Además de una estupidez inconmensurable es una iniciativa muy cara para los tiempos de crisis en los que estamos viviendo. Según datos oficiales la traducción simultánea de un día de sesión, cuesta al erario 12.000 euros por lo que se han presupuestado para todo el año la “simple” cantidad de 350.000 euros. Para justificar este dispendio absurdo, una senadora socialista ha dicho que es el chocolate del loro. Hoy día con tal de justificar los gastos que podrían desaparecer y conseguir el ahorro que nos están pidiendo, siempre se apela a que “estas partidas son el chocolate del loro” Todo es el chocolate del loro: los coches oficiales, los asesores, los liberados sindicales, las subvenciones a los sindicatos, a los de la Zeja, a las organizaciones empresariales, pero si sumamos todos los chocolates, llegarían a sumar miles de chocolaterías.

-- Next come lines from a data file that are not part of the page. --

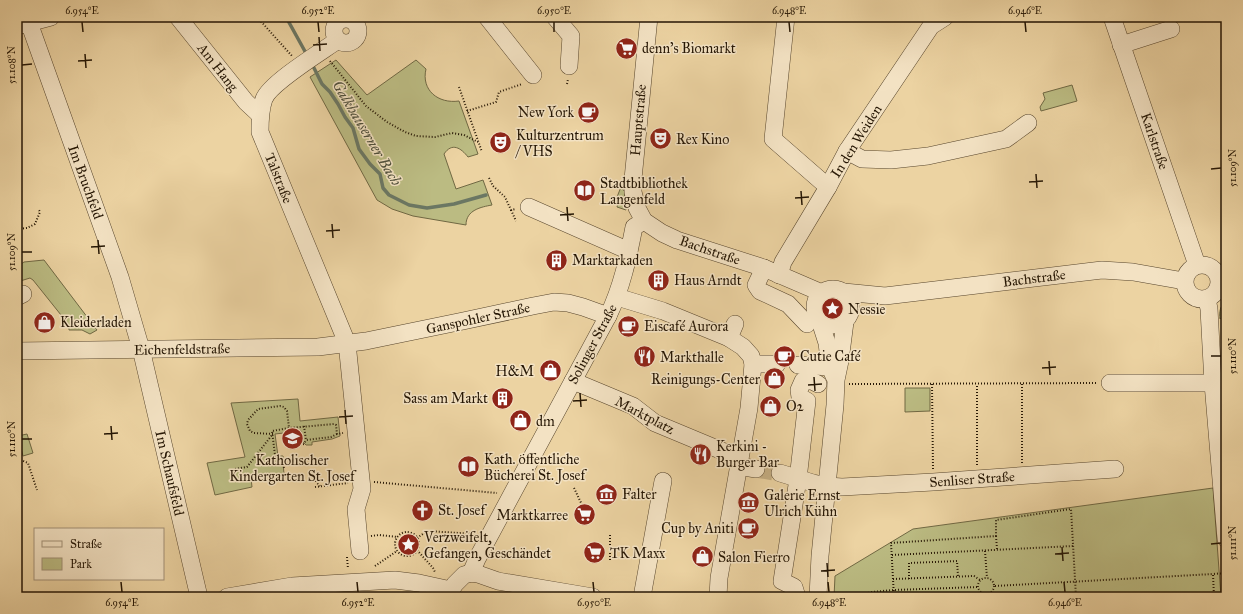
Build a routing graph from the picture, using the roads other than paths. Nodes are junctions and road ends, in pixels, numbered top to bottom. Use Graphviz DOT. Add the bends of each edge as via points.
graph roads {
  1 [pos="51,17"];
  2 [pos="178,17"];
  3 [pos="487,17"];
  4 [pos="555,17"];
  5 [pos="649,17"];
  6 [pos="786,17"];
  7 [pos="1112,17"];
  8 [pos="338,19"];
  9 [pos="935,20"];
  10 [pos="361,21"];
  11 [pos="24,22"];
  12 [pos="1171,29"];
  13 [pos="338,40"];
  14 [pos="1121,45"];
  15 [pos="569,66"];
  16 [pos="531,78"];
  17 [pos="260,115"];
  18 [pos="1028,123"];
  19 [pos="848,151"];
  20 [pos="828,187"];
  21 [pos="529,206"];
  22 [pos="644,221"];
  23 [pos="629,251"];
  24 [pos="1197,265"];
  25 [pos="771,272"];
  26 [pos="1184,280"];
  27 [pos="1222,287"];
  28 [pos="844,292"];
  29 [pos="822,293"];
  30 [pos="885,296"];
  31 [pos="617,297"];
  32 [pos="1207,299"];
  33 [pos="608,316"];
  34 [pos="814,318"];
  35 [pos="847,319"];
  36 [pos="347,343"];
  37 [pos="141,349"];
  38 [pos="17,351"];
  39 [pos="753,364"];
  40 [pos="777,364"];
  41 [pos="798,365"];
  42 [pos="834,377"];
  43 [pos="573,381"];
  44 [pos="1110,383"];
  45 [pos="1213,383"];
  46 [pos="818,384"];
  47 [pos="1222,447"];
  48 [pos="739,462"];
  49 [pos="756,469"];
  50 [pos="1115,469"];
  51 [pos="780,473"];
  52 [pos="798,479"];
  53 [pos="663,482"];
  54 [pos="828,486"];
  55 [pos="1226,538"];
  56 [pos="360,551"];
  57 [pos="471,573"];
  58 [pos="445,591"];
  59 [pos="544,593"];
  60 [pos="199,597"];
  61 [pos="227,597"];
  62 [pos="593,597"];
  63 [pos="642,597"];
  64 [pos="718,597"];
  65 [pos="797,597"];
  66 [pos="818,597"];
  1 -- 11 [label="street"];
  2 -- 17 [label="street, Am Hang" via="246,102"];
  3 -- 16 [label="street"];
  4 -- 15 [label="street" via="571,36"];
  5 -- 22 [label="street, Hauptstraße" via="633,179 637,208"];
  6 -- 20 [label="street" via="774,140"];
  7 -- 14 [label="street, Karlstraße"];
  8 -- 10 [label="street"];
  8 -- 13 [label="street" via="334,30"];
  9 -- 19 [label="street, In den Weiden"];
  10 -- 13 [label="street" via="355,39 347,43"];
  11 -- 37 [label="street, Im Bruchfeld" via="120,277"];
  12 -- 14 [label="street"];
  13 -- 17 [label="street, Talstraße" via="275,84 264,98"];
  14 -- 24 [label="street, Karlstraße"];
  17 -- 36 [label="street, Talstraße" via="260,132"];
  18 -- 19 [label="street" via="1006,139 928,156 891,160 862,159"];
  19 -- 20 [label="street, In den Weiden"];
  20 -- 25 [label="street, In den Weiden" via="784,262"];
  21 -- 23 [label="street"];
  22 -- 23 [label="street, Solinger Straße" via="634,228"];
  22 -- 25 [label="street, Bachstraße" via="677,240"];
  23 -- 31 [label="street, Solinger Straße"];
  24 -- 26 [label="street" via="1190,269"];
  24 -- 27 [label="street" via="1208,266 1214,270"];
  25 -- 29 [label="street, Bachstraße"];
  25 -- 34 [label="street, Bachstraße"];
  25 -- 34 [label="street, In den Weiden" via="756,285 760,291"];
  26 -- 30 [label="street, Bachstraße" via="1102,270"];
  26 -- 32 [label="street" via="1189,294 1194,298"];
  27 -- 32 [label="street"];
  28 -- 29 [label="street" via="833,289"];
  28 -- 30 [label="street, Bachstraße"];
  28 -- 35 [label="street" via="851,304"];
  29 -- 34 [label="street" via="816,302"];
  30 -- 35 [label="street, Bachstraße" via="867,304"];
  31 -- 33 [label="street, Solinger Straße"];
  31 -- 39 [label="street" via="732,331 751,356"];
  32 -- 45 [label="street"];
  33 -- 36 [label="street, Ganspohler Straße" via="568,303 554,302"];
  33 -- 43 [label="street, Solinger Straße"];
  34 -- 35 [label="street" via="835,326"];
  34 -- 42 [label="street" via="827,343"];
  35 -- 42 [label="street" via="840,361"];
  36 -- 37 [label="street, Eichenfeldstraße" via="318,347"];
  36 -- 56 [label="street, Talstraße" via="362,490 356,510"];
  37 -- 38 [label="street, Eichenfeldstraße"];
  37 -- 60 [label="street, Im Schaufsfeld"];
  39 -- 40 [label="street"];
  39 -- 48 [label="street" via="749,408"];
  41 -- 42 [label="street"];
  42 -- 54 [label="street" via="835,404"];
  43 -- 48 [label="street, Marktplatz" via="633,406 654,423"];
  43 -- 57 [label="street, Solinger Straße"];
  44 -- 45 [label="street"];
  45 -- 47 [label="street"];
  46 -- 52 [label="street" via="812,380 803,381 799,390 800,397 807,401"];
  47 -- 55 [label="street"];
  48 -- 49 [label="street, Marktplatz"];
  48 -- 64 [label="street"];
  50 -- 54 [label="street, Senliser Straße" via="933,482"];
  51 -- 52 [label="street, Senliser Straße"];
  52 -- 54 [label="street, Senliser Straße"];
  52 -- 65 [label="street" via="782,581 794,587"];
  53 -- 63 [label="street"];
  54 -- 66 [label="street"];
  57 -- 58 [label="street, Solinger Straße" via="464,575"];
  57 -- 59 [label="street"];
  58 -- 61 [label="street" via="395,580 286,587"];
  59 -- 62 [label="street"];
}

Todas estas situaciones chocantes obedecen a una perfecta estrategia socialista de hacer el caldo gordo a los nacionalismos, anteponiendo el interés de su partido al de todos los españoles que no entienden tamaño despropósito. Las lenguas co-oficiales están protegidas y se han venido usando sin problemas hasta que se han utilizado políticamente y como en el caso de Cataluña desplazando y marginando al idioma oficial: el castellano.
¿No sería más llamativo y con menos gasto, que los senadores pinganillas fueran vestidos con sus trajes regionales? Así se representaría mejor la España plural y sería más vistoso ver un hemiciclo más colorista con sus trajes autonómicos. Sería gracioso ver a Anasagasti vestido de chistulari vasco, a Fraga de gaiteiro gallego o a Javier Arenas de traje corto sevillano.
Dentro de poco, las Agencias de viajes podrían incluir entre sus promociones, un viaje a Madrid a contemplar semejante espectáculo de nuestros pinganillas, incluyendo un tablao flamenco por la noche.